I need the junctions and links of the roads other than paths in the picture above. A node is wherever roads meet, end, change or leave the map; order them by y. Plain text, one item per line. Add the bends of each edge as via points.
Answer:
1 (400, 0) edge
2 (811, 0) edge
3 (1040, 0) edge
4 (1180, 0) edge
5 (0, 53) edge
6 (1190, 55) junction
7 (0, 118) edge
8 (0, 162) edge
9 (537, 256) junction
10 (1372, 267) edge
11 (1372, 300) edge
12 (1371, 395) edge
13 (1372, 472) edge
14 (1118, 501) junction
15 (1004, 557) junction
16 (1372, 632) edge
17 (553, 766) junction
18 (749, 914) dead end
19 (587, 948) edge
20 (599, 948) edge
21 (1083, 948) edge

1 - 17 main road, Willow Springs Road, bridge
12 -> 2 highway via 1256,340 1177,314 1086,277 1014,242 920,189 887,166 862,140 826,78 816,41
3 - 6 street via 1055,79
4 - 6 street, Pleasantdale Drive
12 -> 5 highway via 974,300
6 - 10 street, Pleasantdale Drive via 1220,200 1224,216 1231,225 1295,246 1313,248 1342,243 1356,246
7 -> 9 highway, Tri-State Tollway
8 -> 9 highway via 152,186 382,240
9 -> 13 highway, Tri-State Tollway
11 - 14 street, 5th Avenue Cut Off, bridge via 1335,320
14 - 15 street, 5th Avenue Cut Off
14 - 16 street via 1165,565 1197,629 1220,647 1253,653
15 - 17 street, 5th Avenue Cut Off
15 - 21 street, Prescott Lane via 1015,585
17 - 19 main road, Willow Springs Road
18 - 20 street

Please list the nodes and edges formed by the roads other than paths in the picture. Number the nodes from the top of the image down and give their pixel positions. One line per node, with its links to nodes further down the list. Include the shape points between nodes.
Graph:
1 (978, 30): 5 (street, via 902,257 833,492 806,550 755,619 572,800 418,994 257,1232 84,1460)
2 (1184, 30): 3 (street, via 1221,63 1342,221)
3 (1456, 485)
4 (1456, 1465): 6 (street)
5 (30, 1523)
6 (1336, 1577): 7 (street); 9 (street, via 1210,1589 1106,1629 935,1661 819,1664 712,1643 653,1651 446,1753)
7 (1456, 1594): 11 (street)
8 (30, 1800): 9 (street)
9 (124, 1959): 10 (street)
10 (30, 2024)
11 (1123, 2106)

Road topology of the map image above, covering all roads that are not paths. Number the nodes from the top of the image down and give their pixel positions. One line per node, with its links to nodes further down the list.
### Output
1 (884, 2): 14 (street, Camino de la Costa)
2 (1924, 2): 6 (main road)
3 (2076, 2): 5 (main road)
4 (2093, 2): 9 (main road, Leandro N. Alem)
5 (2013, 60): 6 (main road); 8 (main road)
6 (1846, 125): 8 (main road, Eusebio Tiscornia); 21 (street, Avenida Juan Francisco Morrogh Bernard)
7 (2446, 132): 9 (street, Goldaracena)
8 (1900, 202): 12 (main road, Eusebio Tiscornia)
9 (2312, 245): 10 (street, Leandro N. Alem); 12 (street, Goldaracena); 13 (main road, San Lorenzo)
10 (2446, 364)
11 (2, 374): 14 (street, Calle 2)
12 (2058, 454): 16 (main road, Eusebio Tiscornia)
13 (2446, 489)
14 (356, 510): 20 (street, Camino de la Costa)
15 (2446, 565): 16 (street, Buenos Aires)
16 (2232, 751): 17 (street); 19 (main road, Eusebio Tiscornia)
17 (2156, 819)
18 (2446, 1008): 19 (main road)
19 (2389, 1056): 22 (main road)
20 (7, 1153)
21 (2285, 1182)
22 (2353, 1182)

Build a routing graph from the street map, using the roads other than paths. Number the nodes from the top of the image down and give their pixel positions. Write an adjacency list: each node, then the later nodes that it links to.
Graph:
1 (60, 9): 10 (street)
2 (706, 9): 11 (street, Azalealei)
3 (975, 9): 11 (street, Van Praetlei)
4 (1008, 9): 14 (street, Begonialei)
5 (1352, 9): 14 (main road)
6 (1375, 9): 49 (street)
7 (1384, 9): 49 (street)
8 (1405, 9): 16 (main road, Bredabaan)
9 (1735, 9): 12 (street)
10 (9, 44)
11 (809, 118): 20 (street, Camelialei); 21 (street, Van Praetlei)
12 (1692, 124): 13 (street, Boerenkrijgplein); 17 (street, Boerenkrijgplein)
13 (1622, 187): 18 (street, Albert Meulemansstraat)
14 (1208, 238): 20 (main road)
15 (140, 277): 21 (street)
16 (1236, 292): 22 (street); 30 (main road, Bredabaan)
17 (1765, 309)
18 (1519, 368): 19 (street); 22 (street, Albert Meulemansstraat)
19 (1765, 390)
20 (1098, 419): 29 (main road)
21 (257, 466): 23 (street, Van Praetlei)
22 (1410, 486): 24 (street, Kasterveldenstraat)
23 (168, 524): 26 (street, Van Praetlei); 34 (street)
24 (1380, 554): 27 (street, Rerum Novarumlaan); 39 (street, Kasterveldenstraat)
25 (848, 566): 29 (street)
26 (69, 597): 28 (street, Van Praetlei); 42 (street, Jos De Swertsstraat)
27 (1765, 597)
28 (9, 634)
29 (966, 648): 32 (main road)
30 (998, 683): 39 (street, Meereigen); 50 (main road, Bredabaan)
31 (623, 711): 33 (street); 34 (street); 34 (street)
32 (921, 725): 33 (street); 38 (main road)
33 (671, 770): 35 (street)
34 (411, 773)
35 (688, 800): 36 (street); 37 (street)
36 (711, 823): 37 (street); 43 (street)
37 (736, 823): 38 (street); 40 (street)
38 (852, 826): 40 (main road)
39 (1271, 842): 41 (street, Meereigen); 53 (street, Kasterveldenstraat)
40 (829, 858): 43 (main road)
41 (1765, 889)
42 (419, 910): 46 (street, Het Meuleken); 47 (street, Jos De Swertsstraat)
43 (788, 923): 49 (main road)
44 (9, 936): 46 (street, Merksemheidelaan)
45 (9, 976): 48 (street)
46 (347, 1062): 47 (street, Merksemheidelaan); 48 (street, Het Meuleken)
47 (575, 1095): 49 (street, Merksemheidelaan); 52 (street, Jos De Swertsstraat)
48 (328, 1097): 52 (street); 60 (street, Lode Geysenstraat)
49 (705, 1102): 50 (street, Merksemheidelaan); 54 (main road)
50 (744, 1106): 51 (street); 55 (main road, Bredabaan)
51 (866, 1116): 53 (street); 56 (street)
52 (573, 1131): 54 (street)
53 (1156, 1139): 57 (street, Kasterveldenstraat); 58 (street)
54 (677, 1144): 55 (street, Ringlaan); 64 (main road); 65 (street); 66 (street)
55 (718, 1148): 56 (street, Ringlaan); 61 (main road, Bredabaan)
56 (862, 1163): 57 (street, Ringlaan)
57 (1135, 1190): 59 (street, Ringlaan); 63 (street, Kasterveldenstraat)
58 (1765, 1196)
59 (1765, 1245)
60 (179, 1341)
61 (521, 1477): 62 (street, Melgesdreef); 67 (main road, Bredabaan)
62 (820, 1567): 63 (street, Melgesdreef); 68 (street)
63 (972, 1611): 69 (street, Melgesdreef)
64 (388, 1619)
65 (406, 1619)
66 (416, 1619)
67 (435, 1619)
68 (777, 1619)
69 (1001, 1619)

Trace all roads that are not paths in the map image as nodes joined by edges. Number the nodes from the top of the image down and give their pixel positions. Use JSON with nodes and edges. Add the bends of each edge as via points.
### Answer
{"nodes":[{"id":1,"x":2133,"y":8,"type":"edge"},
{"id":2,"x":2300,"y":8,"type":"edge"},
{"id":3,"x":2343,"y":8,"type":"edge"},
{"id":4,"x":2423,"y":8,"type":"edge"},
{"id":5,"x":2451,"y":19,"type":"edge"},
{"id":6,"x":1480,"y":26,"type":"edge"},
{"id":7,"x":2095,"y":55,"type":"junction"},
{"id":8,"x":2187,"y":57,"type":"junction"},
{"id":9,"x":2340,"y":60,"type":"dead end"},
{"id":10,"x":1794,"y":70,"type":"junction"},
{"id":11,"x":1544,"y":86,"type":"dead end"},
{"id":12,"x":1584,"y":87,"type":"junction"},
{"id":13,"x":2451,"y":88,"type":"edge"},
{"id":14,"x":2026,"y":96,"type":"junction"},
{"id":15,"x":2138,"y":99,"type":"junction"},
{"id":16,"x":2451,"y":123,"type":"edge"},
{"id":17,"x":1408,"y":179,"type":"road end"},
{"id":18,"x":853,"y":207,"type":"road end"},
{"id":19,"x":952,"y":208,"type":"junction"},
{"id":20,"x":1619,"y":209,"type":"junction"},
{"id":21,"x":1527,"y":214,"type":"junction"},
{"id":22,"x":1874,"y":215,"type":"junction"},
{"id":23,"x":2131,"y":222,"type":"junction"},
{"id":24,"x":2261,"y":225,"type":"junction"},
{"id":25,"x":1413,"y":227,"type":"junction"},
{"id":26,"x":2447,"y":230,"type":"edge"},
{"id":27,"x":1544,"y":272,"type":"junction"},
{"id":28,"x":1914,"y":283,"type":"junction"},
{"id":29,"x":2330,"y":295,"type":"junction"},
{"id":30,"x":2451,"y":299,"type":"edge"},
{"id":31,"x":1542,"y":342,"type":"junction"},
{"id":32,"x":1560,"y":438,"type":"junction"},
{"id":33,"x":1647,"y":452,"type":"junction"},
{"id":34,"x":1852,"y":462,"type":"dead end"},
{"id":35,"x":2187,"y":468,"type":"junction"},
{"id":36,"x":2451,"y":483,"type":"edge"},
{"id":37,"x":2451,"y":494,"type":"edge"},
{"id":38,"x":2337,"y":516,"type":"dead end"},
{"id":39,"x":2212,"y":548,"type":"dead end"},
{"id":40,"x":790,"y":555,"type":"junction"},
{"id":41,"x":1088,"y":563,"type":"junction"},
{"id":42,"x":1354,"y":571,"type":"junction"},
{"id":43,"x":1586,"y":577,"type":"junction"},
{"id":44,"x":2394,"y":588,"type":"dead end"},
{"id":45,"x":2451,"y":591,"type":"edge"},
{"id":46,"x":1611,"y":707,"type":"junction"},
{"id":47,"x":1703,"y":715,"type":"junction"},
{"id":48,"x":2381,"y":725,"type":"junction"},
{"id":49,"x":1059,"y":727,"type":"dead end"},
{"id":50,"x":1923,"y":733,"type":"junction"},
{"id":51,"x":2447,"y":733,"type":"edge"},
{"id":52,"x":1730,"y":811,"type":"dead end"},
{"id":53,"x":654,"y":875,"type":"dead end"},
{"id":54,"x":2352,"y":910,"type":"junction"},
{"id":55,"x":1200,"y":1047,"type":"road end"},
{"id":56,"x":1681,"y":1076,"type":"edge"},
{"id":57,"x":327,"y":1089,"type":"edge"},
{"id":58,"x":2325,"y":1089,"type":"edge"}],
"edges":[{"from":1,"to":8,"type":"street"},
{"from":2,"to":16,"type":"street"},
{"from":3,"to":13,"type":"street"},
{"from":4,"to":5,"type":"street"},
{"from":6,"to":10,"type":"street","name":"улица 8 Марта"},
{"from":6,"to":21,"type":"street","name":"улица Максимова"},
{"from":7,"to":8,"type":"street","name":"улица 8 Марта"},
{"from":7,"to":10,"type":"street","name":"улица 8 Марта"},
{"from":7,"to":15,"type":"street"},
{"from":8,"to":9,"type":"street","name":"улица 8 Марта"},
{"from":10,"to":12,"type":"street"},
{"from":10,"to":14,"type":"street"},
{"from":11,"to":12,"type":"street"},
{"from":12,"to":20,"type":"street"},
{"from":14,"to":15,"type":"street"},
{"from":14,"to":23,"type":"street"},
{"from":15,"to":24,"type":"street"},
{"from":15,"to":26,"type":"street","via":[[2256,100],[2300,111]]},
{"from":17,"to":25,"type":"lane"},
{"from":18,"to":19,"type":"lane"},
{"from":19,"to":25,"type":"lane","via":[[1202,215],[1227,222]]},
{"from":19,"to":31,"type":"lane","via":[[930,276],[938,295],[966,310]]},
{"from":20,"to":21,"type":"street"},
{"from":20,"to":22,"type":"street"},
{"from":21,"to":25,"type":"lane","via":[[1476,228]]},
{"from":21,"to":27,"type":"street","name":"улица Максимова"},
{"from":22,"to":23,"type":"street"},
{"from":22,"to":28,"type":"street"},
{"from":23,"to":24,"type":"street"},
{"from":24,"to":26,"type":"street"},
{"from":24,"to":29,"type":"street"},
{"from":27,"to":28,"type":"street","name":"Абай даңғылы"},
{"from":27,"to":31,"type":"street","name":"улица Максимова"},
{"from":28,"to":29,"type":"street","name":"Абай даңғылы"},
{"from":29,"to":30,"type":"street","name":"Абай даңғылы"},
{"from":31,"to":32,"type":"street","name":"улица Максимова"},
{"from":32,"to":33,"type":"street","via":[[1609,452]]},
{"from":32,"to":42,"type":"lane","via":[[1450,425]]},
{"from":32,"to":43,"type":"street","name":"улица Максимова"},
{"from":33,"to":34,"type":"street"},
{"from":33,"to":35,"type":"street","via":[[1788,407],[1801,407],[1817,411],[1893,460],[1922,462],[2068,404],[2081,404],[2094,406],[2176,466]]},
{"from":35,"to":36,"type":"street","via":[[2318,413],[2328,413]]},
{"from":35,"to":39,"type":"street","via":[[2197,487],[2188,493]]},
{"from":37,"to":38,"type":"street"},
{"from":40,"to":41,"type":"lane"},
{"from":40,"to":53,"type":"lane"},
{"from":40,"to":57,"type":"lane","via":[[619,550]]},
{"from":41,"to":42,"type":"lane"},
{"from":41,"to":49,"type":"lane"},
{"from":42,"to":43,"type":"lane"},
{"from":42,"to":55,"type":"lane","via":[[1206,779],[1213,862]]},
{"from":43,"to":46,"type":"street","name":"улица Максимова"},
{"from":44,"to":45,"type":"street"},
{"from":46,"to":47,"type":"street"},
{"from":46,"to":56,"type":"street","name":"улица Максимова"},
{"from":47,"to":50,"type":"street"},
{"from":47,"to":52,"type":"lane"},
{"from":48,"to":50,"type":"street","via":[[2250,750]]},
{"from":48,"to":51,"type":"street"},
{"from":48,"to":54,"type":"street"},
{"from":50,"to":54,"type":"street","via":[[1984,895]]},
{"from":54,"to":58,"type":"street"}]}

> **TASK ITEM**
Filter the data down to the lines that contain the string "give", and copy them.

> **OUTPUT OF THE EXERCISE**
Please list the nodes and edges formed by the roads other than paths in the picture. Number the nodes from the top of the image down and give their pixel positions. One line per node, with its links to nodes further down the list. Include the shape points between nodes.
Road topology of the map image above, covering all roads that are not paths. Number the nodes from the top of the image down and give their pixel positions. One line per node, with its links to nodes further down the list.
Build a routing graph from the street map, using the roads other than paths. Number the nodes from the top of the image down and give their pixel positions. Write an adjacency list: each node, then the later nodes that it links to.
Trace all roads that are not paths in the map image as nodes joined by edges. Number the nodes from the top of the image down and give their pixel positions. Use JSON with nodes and edges. Add the bends of each edge as via points.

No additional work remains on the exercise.